§ WHAT THE TASK ASKS
Each line of the data below that contains "width" must be copied.

Data excerpts
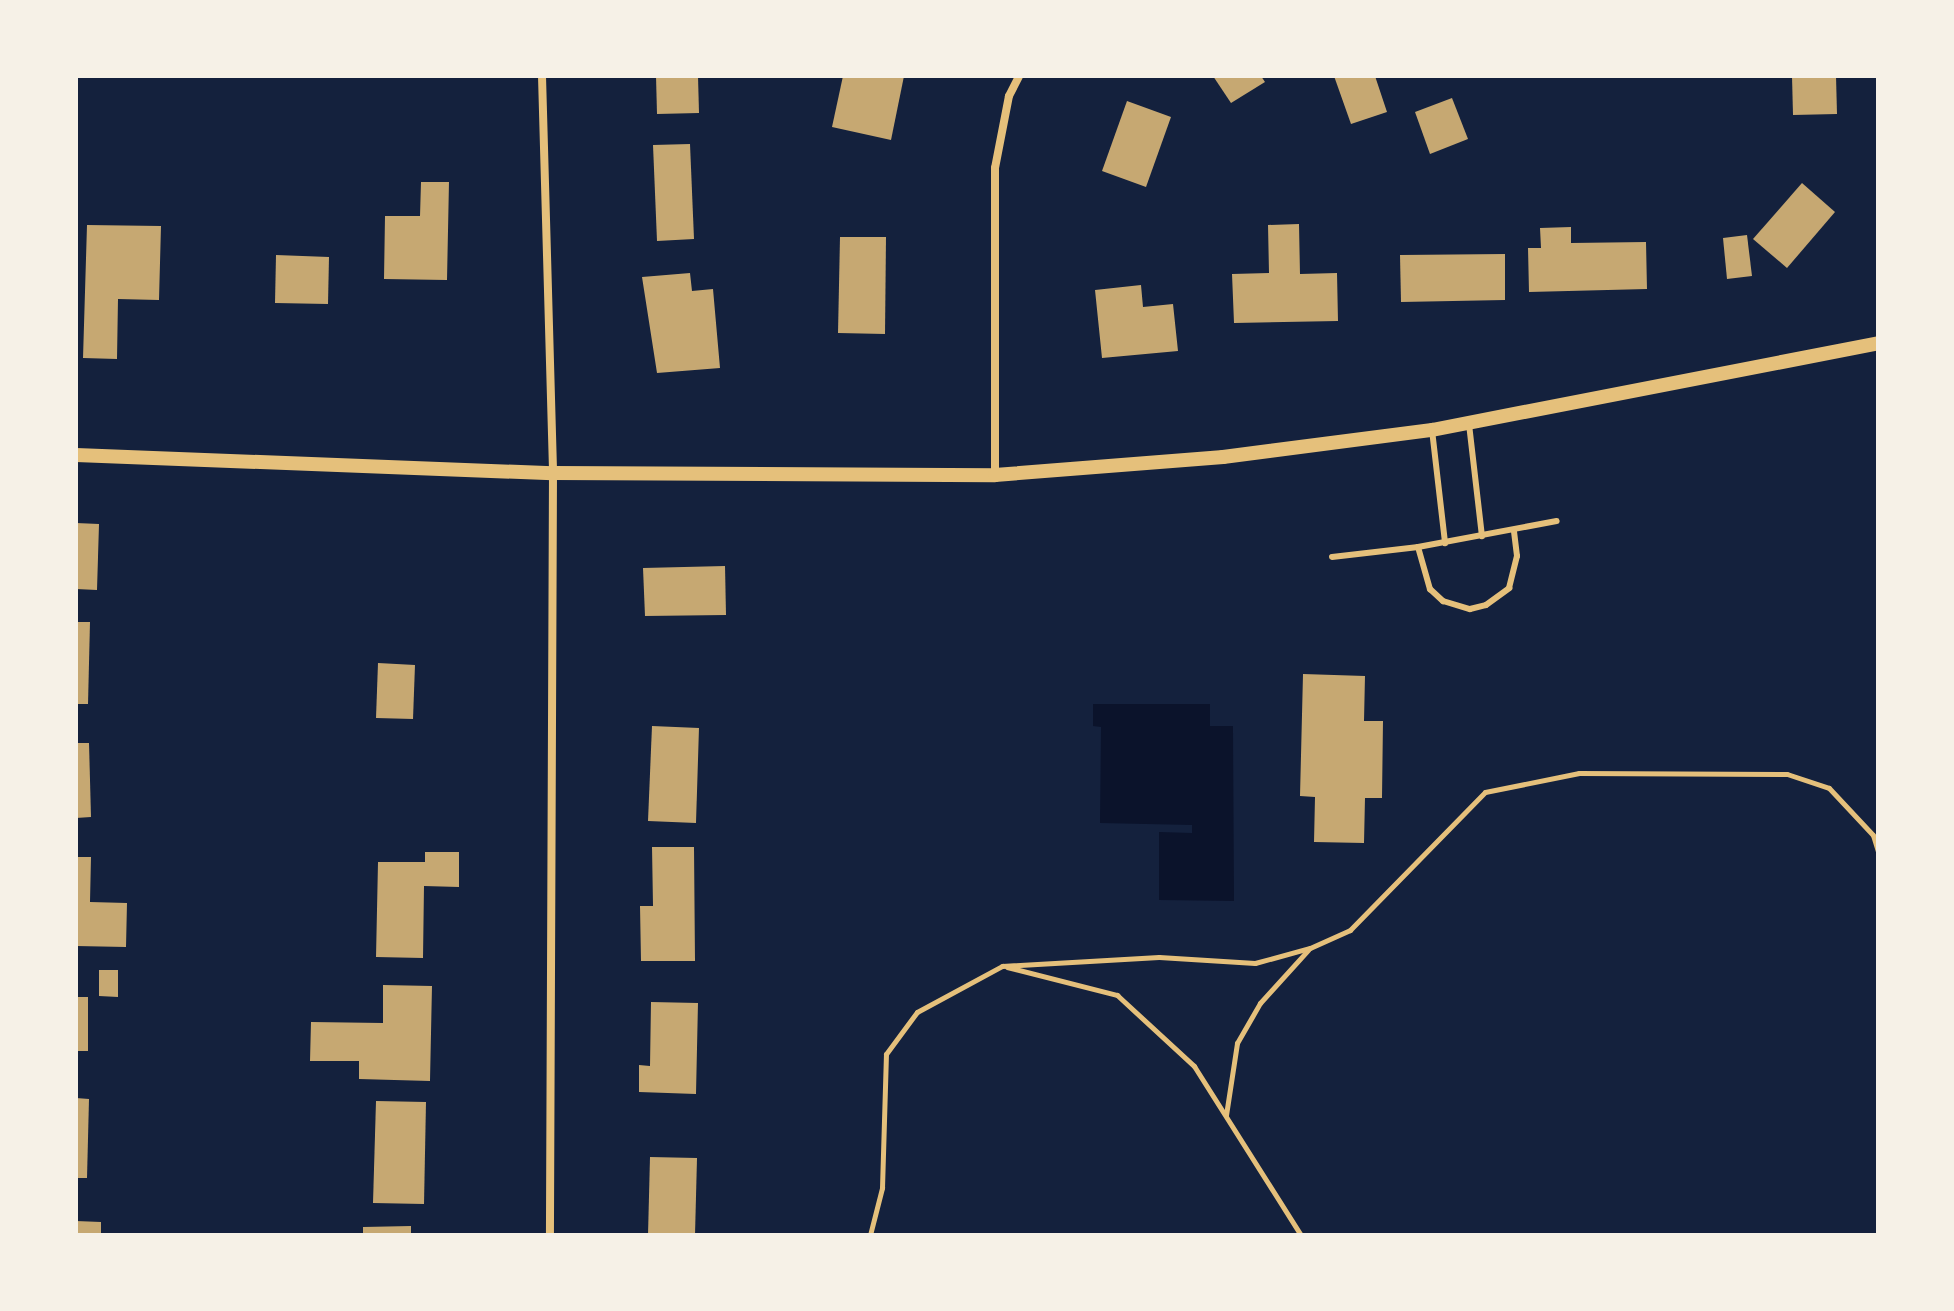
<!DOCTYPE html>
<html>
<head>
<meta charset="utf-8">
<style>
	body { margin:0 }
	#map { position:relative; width:1954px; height:1311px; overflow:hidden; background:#14213d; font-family:Raleway,sans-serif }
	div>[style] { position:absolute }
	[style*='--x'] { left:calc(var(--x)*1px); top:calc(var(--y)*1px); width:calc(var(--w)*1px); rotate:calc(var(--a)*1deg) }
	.water>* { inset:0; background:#0b132b }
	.building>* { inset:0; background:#c6a872 }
	.path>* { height:5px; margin:-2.5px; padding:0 2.5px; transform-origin:2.5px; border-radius:2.5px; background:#e5c07b }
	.service>* { height:6px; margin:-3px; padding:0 3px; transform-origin:3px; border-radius:3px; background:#e5c07b }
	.minor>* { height:8px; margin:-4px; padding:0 4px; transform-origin:4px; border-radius:4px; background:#e5c07b }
	.tertiary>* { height:14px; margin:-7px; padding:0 7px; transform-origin:7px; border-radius:7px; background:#e5c07b }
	span { translate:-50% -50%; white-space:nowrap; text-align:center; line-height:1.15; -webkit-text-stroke:6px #f6f1e7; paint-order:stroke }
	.frame { position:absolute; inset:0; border:78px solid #f6f1e7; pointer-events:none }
</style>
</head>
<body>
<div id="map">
	<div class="water">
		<i style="clip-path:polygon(1093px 704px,1210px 704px,1210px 726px,1233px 726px,1234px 901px,1159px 900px,1159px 832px,1192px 833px,1192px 825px,1100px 823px,1101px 727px,1093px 726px)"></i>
	</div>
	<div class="building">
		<i style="clip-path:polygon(656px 76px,698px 76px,699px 113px,657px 114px)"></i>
		<i style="clip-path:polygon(843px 76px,904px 76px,891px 140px,832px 127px)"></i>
		<i style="clip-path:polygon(1213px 76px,1261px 76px,1265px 82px,1231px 103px)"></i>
		<i style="clip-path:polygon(1334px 76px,1375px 76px,1387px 112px,1351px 124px)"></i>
		<i style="clip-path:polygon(1792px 76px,1836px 76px,1837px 114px,1793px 115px)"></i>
		<i style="clip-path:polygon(1452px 98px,1468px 139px,1430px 154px,1415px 112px)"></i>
		<i style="clip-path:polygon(1127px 101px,1171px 117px,1146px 187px,1102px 171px)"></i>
		<i style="clip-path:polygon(690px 144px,694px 239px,657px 241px,653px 145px)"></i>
		<i style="clip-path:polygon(421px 182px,449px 182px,447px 280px,384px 279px,385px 216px,420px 216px)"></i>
		<i style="clip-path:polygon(1802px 183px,1835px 212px,1787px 268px,1753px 239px)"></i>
		<i style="clip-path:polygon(1299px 224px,1300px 274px,1337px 273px,1338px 321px,1234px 323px,1232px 274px,1269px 273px,1268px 225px)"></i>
		<i style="clip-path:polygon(87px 225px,161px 226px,159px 300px,118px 299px,117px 359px,83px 358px)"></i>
		<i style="clip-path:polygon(1571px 227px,1571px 243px,1646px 242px,1647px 289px,1529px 292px,1528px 248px,1541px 248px,1540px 228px)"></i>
		<i style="clip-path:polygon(1747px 235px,1752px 276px,1727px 279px,1723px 238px)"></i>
		<i style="clip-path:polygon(840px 237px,886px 237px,885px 334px,838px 333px)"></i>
		<i style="clip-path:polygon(1505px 254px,1505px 300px,1401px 302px,1400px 255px)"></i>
		<i style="clip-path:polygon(276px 255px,329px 257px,328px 304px,275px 303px)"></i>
		<i style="clip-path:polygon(690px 273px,692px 291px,713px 289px,720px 368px,657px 373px,642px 277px)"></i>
		<i style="clip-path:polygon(1141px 285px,1143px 307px,1173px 304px,1178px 351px,1102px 358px,1095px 290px)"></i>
		<i style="clip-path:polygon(76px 523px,99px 524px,97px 590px,76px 589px)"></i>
		<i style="clip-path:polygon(725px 566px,726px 615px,645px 616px,643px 568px)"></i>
		<i style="clip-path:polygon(76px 622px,90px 622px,88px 704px,76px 704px)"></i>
		<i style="clip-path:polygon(378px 663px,415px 665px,413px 719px,376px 718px)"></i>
		<i style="clip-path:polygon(1303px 674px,1365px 676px,1364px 721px,1383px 721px,1382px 798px,1365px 798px,1364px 843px,1314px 842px,1315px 797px,1300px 796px)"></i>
		<i style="clip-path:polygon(652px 726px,699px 728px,696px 823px,648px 821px)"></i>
		<i style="clip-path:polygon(76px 743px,89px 743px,91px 817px,76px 818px)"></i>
		<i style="clip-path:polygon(652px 847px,694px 847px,695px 961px,641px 961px,640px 906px,653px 906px)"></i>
		<i style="clip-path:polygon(425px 852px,459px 852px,459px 887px,424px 886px,423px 958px,376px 957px,378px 862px,425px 862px)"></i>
		<i style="clip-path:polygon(76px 857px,91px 857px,90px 902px,127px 903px,126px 947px,76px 946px)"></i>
		<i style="clip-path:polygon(99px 970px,118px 970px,118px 997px,99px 996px)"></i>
		<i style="clip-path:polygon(383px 985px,432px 986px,430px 1081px,359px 1079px,359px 1061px,310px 1061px,311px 1022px,383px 1023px)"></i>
		<i style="clip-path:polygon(76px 997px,88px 997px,88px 1051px,76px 1051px)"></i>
		<i style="clip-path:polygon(651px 1002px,698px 1003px,696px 1094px,639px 1092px,639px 1065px,650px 1066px)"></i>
		<i style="clip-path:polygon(76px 1098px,89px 1099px,87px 1178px,76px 1178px)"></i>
		<i style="clip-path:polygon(376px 1101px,426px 1102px,424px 1204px,373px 1203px)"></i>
		<i style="clip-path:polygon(650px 1157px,697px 1158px,695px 1235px,648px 1235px)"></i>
		<i style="clip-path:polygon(76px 1221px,101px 1222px,101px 1235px,76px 1235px)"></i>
		<i style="clip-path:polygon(411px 1226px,411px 1235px,363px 1235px,363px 1227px)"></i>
	</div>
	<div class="path">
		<i style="--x:1007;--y:967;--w:114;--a:14.3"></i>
		<i style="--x:1117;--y:995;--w:105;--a:42.7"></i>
		<i style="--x:1194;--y:1066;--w:200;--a:57.7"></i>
		<i style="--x:1226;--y:1115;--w:73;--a:-81.3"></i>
		<i style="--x:1237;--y:1043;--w:46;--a:-60.1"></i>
		<i style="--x:1260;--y:1003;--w:72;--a:-47.8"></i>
		<i style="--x:870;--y:1235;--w:49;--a:-75.7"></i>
		<i style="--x:882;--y:1188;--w:134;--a:-88.3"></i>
		<i style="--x:886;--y:1054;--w:52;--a:-53.6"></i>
		<i style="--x:917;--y:1012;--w:97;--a:-28.4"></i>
		<i style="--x:1002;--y:966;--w:157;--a:-3.3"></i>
		<i style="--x:1159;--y:957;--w:96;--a:3.6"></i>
		<i style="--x:1255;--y:963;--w:57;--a:-15.3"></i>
		<i style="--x:1310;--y:948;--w:44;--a:-24.2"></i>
		<i style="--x:1350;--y:930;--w:193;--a:-45.6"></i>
		<i style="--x:1485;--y:792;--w:96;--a:-11.4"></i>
		<i style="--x:1579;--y:773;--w:208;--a:0.3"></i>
		<i style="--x:1787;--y:774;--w:44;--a:18.4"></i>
		<i style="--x:1829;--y:788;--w:64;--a:46.9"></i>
		<i style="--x:1873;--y:835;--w:17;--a:73"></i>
	</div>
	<div class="service">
		<i style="--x:1469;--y:424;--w:113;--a:83.4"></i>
		<i style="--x:1432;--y:430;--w:114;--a:83.4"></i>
		<i style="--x:1418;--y:547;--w:44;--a:74.1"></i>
		<i style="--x:1430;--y:589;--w:18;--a:43"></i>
		<i style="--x:1443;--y:601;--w:28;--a:17"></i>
		<i style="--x:1470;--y:609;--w:16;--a:-14"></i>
		<i style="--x:1486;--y:605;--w:29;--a:-36"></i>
		<i style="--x:1509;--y:588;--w:33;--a:-76"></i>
		<i style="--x:1517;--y:556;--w:25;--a:-97"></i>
		<i style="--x:1332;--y:557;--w:87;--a:-6.6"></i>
		<i style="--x:1418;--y:547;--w:141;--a:-10.6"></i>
	</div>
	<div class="minor">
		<i style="--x:542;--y:76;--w:397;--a:88.4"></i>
		<i style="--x:553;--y:473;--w:762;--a:90.23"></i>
		<i style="--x:995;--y:475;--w:307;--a:-90"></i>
		<i style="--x:995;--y:168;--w:73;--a:-79"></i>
		<i style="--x:1009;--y:96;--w:22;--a:-63"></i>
	</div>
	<div class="tertiary">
		<i style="--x:76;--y:455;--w:477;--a:2.2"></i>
		<i style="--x:553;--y:473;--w:442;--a:0.3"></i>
		<i style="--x:995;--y:475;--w:229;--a:-4.5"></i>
		<i style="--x:1223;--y:457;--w:211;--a:-7.4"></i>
		<i style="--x:1432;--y:430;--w:454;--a:-11"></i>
	</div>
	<div class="frame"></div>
</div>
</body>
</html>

§ RESULT FOR THIS TASK
	#map { position:relative; width:1954px; height:1311px; overflow:hidden; background:#14213d; font-family:Raleway,sans-serif }
	[style*='--x'] { left:calc(var(--x)*1px); top:calc(var(--y)*1px); width:calc(var(--w)*1px); rotate:calc(var(--a)*1deg) }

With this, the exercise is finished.